The issue of exchange of enclaves was thereafter shelved till Bangladesh came into being in 1971. The bonhomie generated after the independence of Bangladesh saw political resolve in both countries to sort out the boundary problem. Consequently, the Land Boundary Agreement was signed in 1974, which inter alia provided for the ‘expeditious exchange’ of enclaves (except for Berubari) and ‘surrender’ of adverse possessions. In lieu of retaining Berubari, India returned Dahagram and Angorpota enclaves to Bangladesh and promised to provide a corridor measuring 178 m by 85 m near ‘Tin Bigha’. The ‘Tin Bigha’ corridor was provided to Bangladesh only after much domestic opposition in 1992. Apart from this, other provisions of the agreement have still not been implemented. India is yet to even ratify the agreement. Apart from domestic compulsions, uneasy bilateral relations have also ensured that the problem continues to persist.
India-Bangladesh relations began deteriorating after the coup in Bangladesh in 1975 and remained tense till the end of military rule. The return of democracy, unfortunately, did not translate into a thaw in bilateral relations because of the pronounced anti-India stand of the Khaleda Zia government. It was only during Sheikh Hasina’s tenure that India-Bangladesh relations began to incrementally improve, and steps towards the resolution of some outstanding issues were taken, the boundary dispute being one of them. In 1997, a mutually reconciled list of enclaves was prepared and accepted by both countries. For the resolution of the boundary issue, the decision to constitute a mechanism was taken during the foreign ministers meeting in 2000. Subsequently, two Joint Boundary Working Groups (JBWGs) were constituted on June 13, 2001. JBWG I dealt with the issue of boundary dispute and JBWG II looked into the issue of enclaves and adverse possessions.
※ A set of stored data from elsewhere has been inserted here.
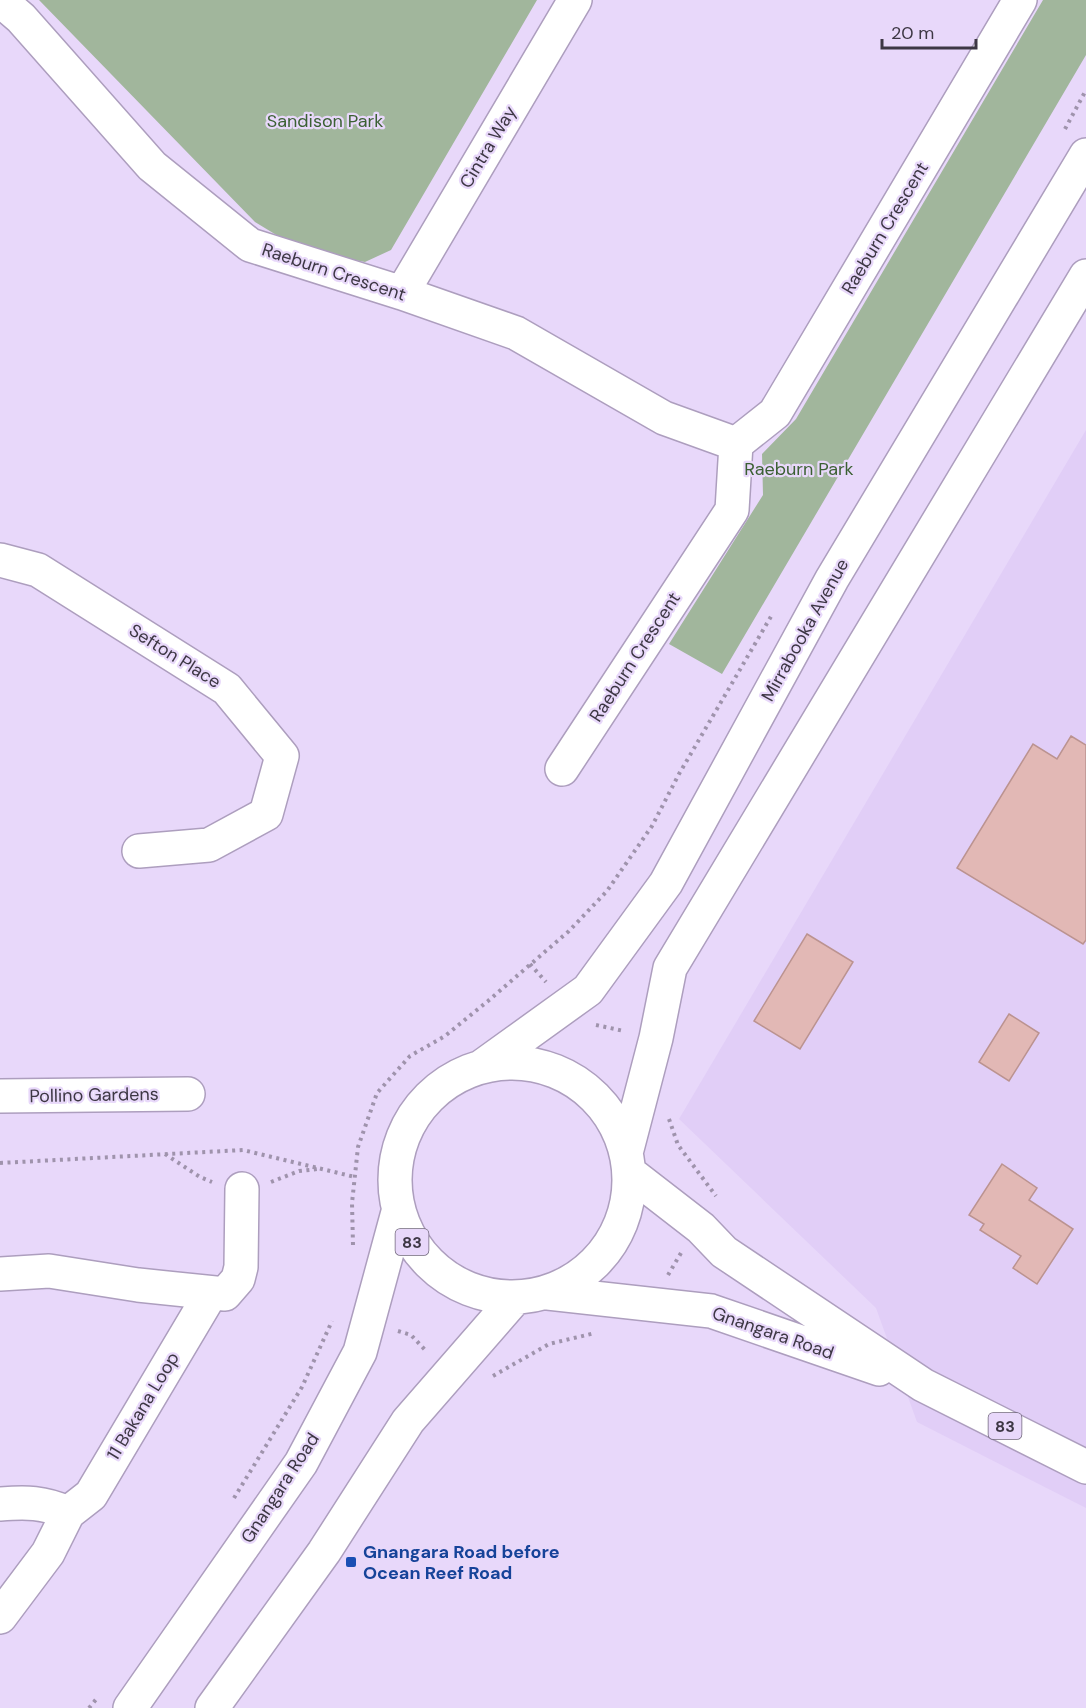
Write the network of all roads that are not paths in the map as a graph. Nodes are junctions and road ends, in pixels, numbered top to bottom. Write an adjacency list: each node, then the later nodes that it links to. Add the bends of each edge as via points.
1 (0, 0): 6 (main road, Raeburn Crescent, via 21,18 152,165 250,245)
2 (575, 0): 6 (main road, Cintra Way)
3 (1020, 0): 7 (main road, Raeburn Crescent, via 775,413)
4 (1086, 155): 11 (main road, Mirrabooka Avenue, via 832,579 666,884 588,990)
5 (1086, 276): 14 (main road, via 670,968)
6 (402, 293): 7 (main road, Raeburn Crescent, via 516,333 664,418)
7 (736, 444): 9 (main road, Raeburn Crescent, via 732,510)
8 (0, 560): 10 (main road, Sefton Place, via 38,570 227,688 282,756 266,814 209,845)
9 (562, 769)
10 (139, 851)
11 (481, 1066): 14 (main road, 83, via 518,1063 555,1071 587,1090 612,1118); 16 (main road, 83, via 447,1082 420,1106 401,1138 394,1175)
12 (188, 1094): 13 (main road, Pollino Gardens)
13 (0, 1096)
14 (628, 1163): 19 (main road, 83, via 627,1204 617,1233 600,1259 576,1279); 21 (main road, Gnangara Road / 83, via 724,1252)
15 (242, 1189): 18 (main road, via 238,1279 225,1294)
16 (398, 1212): 20 (main road, 83, via 411,1240 431,1265 456,1283 485,1294); 26 (main road, Gnangara Road / 83, via 360,1352 301,1463)
17 (0, 1275): 18 (main road, via 49,1270)
18 (211, 1293): 24 (main road, 11 Bakana Loop, via 91,1495)
19 (548, 1293): 20 (main road, 83); 21 (main road, Gnangara Road / 83, via 711,1311)
20 (516, 1297): 27 (main road, via 408,1421 324,1552)
21 (923, 1385): 22 (main road, Gnangara Road / 83)
22 (1086, 1467)
23 (0, 1504): 24 (main road, via 49,1504)
24 (68, 1512): 25 (main road, 11 Bakana Loop, via 48,1552)
25 (0, 1617)
26 (130, 1708)
27 (212, 1708)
Unfortunately, the JBWGs were constituted towards the fag-end of Hasina’s term as prime Minister and therefore not much headway could be made before her term ended. Only two meetings of the JBWG took place, one in 2001 and the second in 2002. With relations becoming uneasy once again with the return of Khaleda Zia as prime minister, the JBWGs did not meet subsequently. The third meeting of the JBWGs took place in 2006 only after the Khaleda Zia government ended its term, and was facilitated by the care taker government in Dhaka. During this meeting, it was agreed to conduct a survey to determine the number of people residing in the enclaves. Consequently, a joint visit to the enclaves was undertaken in May 2007. However, political uncertainty in Bangladesh prevented speedier progress on the issue.
The return to power of Sheikh Hasina has yet again raised hopes that the boundary issues would be resolved permanently. During Hasina’s visit to India in January 2010, the two countries reiterated their commitment to exchange the enclaves and surrender adverse possessions, and agreed to hasten the process. It is against this backdrop that the fourth meeting of the JBWGs was held in November 2010.
With a friendly dispensation in Dhaka, it is an opportune moment for India to deliver on its promise to exchange the enclaves and surrender adverse possessions. For this to happen, the Indian government has to act proactively and build a political consensus especially in West Bengal. The resolution of this issue would not only eliminate a major source of bilateral tensions but would also generate enormous goodwill for India in Bangladesh. It would also facilitate proper management of the border and reduce frictions in the border regions while at the same time enhancing bilateral economic and social engagements. Most of all, it would allow the residents of the enclaves to enjoy social, economic and political rights and live a life of dignity.